Rapidly escalating manifestations of the state's growing paranoia, exemplified by the ever increasing production of hastily executed draconian legislation and the overzealous array of unsubstantiated prosecutions, are all the more noticeable now as the public increasingly comes to grips with the lost, unjust and unnecessary war in Iraq. It is viewed as just another byproduct of a corrupt political system generating increasing voter realization of the lack of choice in this year's presidential election.

Freedoms once taken for granted have eroded in a Darwinian-like time warp devolution totally unnoticed by a general public distracted by "reality TV," NASCAR, the World Series and the new football season. Celebrated media figures of neoconservative right-wing blather, Rush Limbaugh and Bill O'Reilly, have been subjected to muck attacks following revelations about their personal lives. On the wrong-headed "left," Dan Rather follows the Jayson Blair disgrace of The New York Times by being "fooled" relying heavily upon forged documents to discredit President Bush, cursorily examined in a fashion similar to President Bush's dependency on bogus WMD intelligence to discredit Saddam Hussein.

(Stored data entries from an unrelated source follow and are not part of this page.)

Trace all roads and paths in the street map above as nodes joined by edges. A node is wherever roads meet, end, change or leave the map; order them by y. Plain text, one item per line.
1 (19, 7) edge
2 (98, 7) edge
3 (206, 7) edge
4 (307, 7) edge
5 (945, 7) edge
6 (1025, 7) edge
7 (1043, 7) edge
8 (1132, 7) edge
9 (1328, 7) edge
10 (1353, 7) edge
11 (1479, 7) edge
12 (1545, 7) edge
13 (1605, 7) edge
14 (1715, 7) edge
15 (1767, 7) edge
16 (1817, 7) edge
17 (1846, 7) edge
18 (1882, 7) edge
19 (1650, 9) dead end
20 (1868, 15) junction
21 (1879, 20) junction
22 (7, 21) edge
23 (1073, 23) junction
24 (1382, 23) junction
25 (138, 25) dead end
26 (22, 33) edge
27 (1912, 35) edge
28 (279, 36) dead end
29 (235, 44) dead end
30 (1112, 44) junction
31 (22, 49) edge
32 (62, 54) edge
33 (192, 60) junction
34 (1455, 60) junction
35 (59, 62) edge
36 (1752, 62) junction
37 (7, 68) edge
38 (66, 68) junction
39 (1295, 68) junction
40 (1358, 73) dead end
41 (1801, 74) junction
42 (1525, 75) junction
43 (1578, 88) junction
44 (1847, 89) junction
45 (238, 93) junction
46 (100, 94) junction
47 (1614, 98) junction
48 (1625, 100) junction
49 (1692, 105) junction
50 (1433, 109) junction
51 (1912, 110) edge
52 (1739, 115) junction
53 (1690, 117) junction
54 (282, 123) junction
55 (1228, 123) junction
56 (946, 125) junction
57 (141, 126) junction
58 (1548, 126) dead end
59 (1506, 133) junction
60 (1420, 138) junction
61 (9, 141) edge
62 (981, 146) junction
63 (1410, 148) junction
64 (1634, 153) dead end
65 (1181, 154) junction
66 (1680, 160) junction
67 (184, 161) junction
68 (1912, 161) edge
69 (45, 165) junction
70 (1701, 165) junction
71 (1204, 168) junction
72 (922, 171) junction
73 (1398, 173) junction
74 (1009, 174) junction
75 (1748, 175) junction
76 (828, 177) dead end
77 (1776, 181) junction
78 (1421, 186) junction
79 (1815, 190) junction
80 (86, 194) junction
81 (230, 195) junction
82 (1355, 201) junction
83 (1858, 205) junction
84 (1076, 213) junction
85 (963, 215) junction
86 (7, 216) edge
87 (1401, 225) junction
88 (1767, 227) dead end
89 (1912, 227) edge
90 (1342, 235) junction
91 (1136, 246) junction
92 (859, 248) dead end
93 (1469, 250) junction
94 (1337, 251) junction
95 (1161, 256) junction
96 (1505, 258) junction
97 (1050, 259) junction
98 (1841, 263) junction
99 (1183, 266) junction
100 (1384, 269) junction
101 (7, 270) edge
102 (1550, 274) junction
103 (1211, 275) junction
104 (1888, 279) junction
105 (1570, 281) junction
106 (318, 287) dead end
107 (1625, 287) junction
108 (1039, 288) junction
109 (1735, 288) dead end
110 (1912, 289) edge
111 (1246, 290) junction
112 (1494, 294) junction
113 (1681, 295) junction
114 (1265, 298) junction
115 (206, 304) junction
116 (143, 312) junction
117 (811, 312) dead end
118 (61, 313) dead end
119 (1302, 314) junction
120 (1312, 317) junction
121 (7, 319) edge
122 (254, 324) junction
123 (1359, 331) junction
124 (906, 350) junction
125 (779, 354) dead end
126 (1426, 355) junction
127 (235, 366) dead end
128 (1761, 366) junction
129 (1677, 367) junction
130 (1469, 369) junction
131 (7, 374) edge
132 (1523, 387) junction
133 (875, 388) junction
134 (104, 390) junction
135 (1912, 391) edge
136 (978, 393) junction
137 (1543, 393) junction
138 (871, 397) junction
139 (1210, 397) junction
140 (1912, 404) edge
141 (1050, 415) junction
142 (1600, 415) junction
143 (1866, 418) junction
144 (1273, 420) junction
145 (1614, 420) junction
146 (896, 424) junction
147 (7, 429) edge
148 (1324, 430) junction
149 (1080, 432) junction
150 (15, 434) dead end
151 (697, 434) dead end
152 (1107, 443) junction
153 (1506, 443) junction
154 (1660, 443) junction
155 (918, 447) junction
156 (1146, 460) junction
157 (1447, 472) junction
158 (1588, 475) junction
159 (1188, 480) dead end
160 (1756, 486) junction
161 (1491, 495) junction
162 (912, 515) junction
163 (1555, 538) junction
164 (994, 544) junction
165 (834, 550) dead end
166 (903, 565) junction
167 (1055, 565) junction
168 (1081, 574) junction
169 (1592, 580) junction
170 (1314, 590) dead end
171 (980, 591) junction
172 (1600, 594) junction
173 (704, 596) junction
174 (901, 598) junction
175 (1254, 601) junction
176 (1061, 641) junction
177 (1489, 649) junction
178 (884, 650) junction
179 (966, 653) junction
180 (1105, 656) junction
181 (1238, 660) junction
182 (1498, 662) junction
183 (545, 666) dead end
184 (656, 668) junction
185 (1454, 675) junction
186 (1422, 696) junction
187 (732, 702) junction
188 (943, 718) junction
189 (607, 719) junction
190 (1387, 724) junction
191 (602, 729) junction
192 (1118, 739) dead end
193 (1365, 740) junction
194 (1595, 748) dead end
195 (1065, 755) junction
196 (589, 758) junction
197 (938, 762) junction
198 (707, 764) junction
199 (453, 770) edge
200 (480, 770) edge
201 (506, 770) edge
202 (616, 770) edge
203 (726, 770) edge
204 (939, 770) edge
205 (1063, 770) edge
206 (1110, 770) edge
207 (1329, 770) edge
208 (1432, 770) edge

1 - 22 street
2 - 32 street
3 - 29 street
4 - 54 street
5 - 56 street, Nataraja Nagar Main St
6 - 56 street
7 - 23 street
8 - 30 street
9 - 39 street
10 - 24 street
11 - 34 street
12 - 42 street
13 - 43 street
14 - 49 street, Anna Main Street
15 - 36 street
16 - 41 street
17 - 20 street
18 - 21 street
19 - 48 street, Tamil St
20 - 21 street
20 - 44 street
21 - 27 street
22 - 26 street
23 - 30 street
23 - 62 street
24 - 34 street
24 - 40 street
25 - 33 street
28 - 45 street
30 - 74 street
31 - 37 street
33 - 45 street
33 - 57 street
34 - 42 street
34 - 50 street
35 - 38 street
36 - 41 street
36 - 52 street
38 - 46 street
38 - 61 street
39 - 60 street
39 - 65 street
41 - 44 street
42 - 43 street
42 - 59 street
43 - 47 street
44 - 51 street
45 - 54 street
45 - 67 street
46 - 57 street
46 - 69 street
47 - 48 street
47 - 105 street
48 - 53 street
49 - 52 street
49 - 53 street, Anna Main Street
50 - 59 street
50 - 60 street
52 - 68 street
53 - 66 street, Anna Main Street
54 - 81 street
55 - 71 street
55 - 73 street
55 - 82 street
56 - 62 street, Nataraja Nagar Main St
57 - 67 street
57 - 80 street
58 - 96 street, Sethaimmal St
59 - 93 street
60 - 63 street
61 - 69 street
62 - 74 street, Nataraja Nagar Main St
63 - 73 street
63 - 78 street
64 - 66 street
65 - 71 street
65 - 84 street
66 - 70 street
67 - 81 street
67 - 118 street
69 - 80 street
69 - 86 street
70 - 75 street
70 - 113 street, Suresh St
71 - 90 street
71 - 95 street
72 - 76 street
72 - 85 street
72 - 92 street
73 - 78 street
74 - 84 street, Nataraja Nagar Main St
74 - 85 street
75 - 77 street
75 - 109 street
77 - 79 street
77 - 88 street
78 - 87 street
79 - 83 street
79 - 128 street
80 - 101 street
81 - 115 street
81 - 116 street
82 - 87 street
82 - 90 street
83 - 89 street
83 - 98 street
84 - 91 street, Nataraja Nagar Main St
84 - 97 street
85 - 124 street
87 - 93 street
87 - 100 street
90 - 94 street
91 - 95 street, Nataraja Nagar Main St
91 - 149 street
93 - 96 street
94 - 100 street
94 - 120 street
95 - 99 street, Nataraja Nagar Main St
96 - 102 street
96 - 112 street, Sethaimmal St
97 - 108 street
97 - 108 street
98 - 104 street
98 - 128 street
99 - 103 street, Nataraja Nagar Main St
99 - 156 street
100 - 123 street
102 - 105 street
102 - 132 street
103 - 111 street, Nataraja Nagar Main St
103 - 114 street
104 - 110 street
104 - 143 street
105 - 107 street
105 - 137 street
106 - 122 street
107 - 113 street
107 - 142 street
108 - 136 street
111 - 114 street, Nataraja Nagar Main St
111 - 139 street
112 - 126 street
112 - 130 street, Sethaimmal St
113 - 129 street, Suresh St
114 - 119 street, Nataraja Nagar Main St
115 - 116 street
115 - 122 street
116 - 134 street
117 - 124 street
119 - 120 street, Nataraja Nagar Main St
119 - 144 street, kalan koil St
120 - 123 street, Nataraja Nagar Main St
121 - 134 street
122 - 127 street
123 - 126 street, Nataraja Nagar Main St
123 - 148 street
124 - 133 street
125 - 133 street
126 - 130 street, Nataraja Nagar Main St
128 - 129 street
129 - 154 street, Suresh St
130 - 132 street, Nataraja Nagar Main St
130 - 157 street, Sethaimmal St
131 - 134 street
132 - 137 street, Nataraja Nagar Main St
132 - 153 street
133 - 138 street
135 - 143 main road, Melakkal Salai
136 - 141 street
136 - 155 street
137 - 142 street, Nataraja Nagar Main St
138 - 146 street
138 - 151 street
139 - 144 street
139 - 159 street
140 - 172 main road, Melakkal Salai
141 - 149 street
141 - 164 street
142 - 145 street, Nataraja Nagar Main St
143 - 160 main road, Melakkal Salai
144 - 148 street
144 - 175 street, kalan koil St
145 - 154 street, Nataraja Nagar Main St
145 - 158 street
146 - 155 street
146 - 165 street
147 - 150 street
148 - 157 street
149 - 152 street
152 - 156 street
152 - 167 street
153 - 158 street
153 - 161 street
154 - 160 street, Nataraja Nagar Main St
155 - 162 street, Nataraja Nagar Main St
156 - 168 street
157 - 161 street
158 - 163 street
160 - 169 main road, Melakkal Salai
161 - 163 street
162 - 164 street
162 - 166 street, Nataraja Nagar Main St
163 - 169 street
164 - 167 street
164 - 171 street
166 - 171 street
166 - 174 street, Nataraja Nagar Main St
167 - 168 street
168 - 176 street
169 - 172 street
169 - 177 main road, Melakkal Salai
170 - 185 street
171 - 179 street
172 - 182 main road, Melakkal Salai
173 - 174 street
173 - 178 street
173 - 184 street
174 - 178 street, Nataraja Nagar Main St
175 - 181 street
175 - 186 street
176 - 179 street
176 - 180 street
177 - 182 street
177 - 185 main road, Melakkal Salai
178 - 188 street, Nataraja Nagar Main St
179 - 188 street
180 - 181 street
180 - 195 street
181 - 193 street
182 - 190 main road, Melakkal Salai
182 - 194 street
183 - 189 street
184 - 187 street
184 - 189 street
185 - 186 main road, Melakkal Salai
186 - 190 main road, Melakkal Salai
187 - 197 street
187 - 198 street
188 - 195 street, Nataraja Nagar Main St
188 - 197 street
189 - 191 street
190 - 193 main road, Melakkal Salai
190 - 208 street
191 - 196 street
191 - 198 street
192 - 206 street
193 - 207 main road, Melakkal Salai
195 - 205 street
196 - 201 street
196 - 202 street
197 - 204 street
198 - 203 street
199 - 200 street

The Bush and Rather dependencies upon flimsy documents raise other questions: Was this really an honest mistake attributable to professional sloppiness, or did the users of the information overly depend upon it in hopes of both justifying an agenda while also devising a fallback position? The liberal biases of the Times and their network TV news dependents, and the neoconservative "right-wing conspiracy" proclivities of FOX and Limbaugh, are now both recognized by the general voting public. But even more overarching in influence over the news and information that is communicated to the public by a polarized press that aligns itself with its political party of choice, is the growing danger of total government control of news releases.

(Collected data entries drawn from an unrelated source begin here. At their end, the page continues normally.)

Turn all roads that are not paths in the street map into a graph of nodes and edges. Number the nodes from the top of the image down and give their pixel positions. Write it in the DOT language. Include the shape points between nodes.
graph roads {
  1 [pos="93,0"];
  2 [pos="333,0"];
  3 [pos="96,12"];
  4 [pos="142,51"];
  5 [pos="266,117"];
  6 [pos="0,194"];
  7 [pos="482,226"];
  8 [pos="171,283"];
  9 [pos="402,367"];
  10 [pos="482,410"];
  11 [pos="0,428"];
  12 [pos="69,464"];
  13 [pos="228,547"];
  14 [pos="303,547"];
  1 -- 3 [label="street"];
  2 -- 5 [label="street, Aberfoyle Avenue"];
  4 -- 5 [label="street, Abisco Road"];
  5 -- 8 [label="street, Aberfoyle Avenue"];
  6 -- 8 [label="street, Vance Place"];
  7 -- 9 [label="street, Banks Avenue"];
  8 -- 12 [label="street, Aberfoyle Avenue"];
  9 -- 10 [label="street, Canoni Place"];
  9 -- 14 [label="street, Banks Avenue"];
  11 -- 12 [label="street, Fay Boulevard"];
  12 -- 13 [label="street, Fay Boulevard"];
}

It is already widely known that the Bush administration has ordered the American press not to take photographs of the caskets of military dead being returned home. Additionally, military operations in Iraq that are videotaped for newsreel presentation must be cleared by the military. Visual reports and videotapes of Iraqi civilians killed are prohibited unless approved by the American military. And fleeing and disoriented refugees are never seen or heard of.

As usual with the Bush administration, the explanations offered for this suppression of public information is "national security." Accurate reporting of the suffering of both our military and Iraqi civilians is offered as being counterproductive to the war effort and dangerously unpatriotic.

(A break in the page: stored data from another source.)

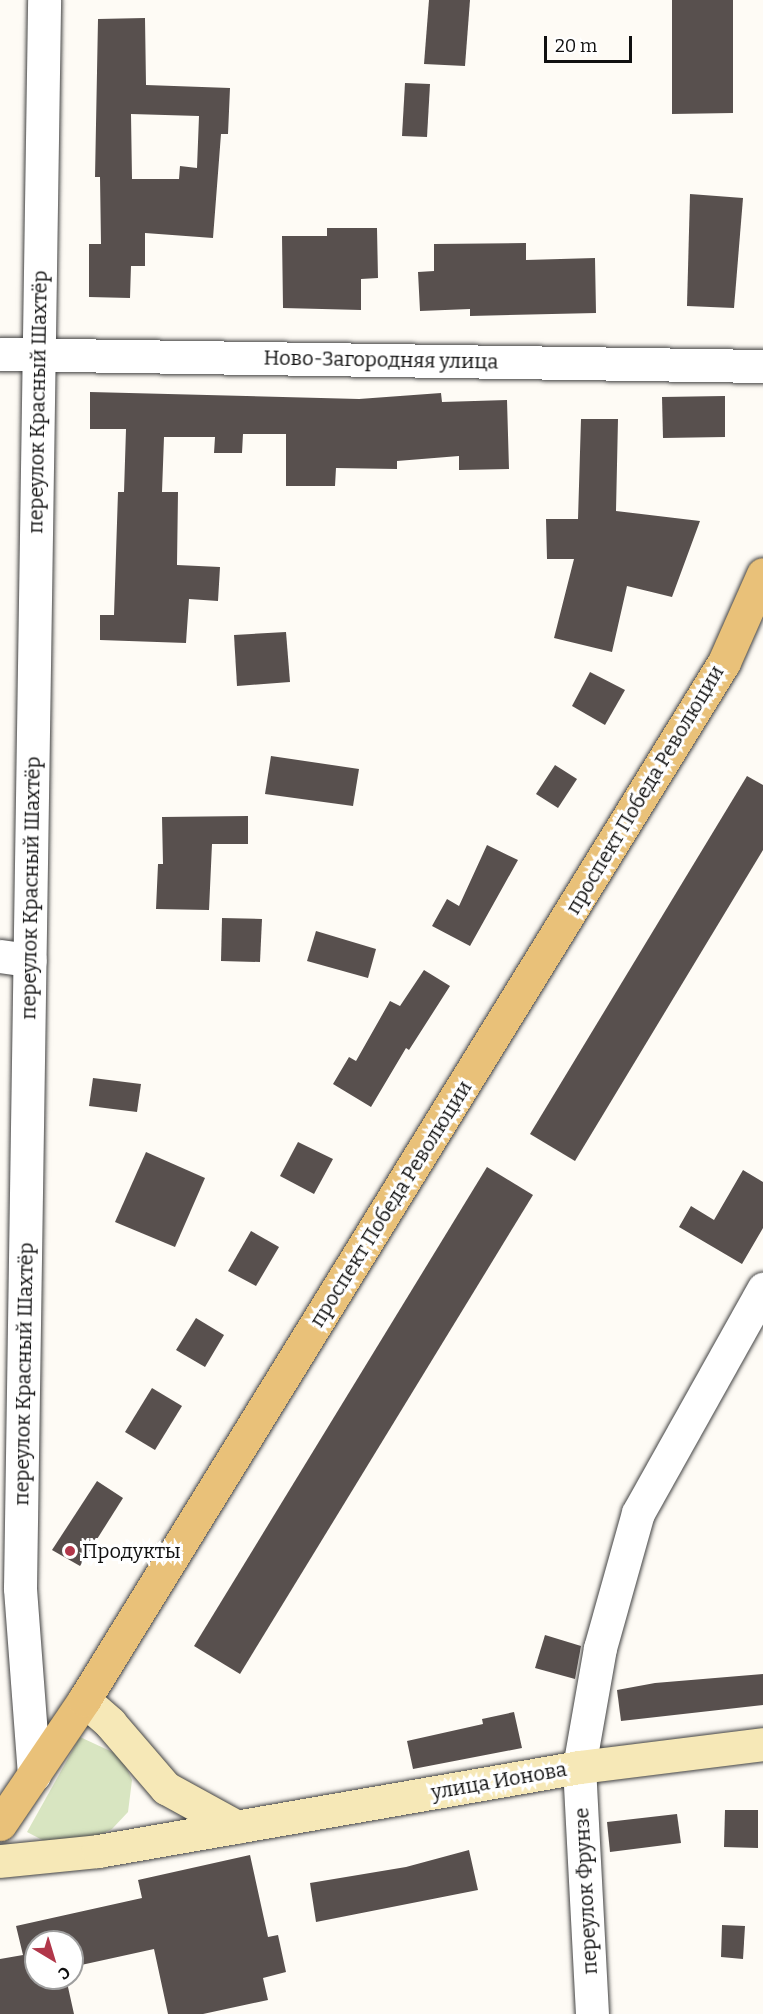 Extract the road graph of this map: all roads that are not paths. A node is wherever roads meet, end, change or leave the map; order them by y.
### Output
1 (44, 0) edge
2 (0, 354) edge
3 (39, 354) junction
4 (763, 366) edge
5 (763, 574) edge
6 (15, 958) edge
7 (763, 1289) edge
8 (84, 1700) junction
9 (763, 1744) edge
10 (579, 1767) junction
11 (34, 1775) junction
12 (0, 1824) edge
13 (237, 1827) junction
14 (0, 1861) edge
15 (592, 2014) edge

1 - 3 street, переулок Красный Шахтёр
2 - 3 street, Ново-Загородняя улица
3 - 4 street, Ново-Загородняя улица
3 - 6 street, переулок Красный Шахтёр
5 - 8 main road, проспект Победа Революции
6 - 11 street, переулок Красный Шахтёр
7 - 10 street, переулок Фрунзе
8 - 11 main road, проспект Победа Революции
8 - 13 main road
9 - 10 main road, улица Ионова
10 - 13 main road, улица Ионова
10 - 15 street, переулок Фрунзе
11 - 12 main road, проспект Победа Революции
13 - 14 main road, улица Ионова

It is becoming increasingly safe to say that a growing majority of Americans are now opposed to the war, and want the American military pulled out of Iraq. If this is the way the majority feels, then suppressing the realities of Iraq serves only to deprive the American public of the real facts enabling our government to ignore the will of the people. This is not conducive to a truly safe, secure and free society.

Increasing complaints originating from rank and file members of our military are breaching the wall of secrecy shrouding the Bush administration's military operations. And, of course, the military is retaliating against whistleblowers. Many in the military are becoming more aware of the injustice of the invasion and occupation of Iraq, and are finding it difficult to continue maiming and killing Iraqi civilians.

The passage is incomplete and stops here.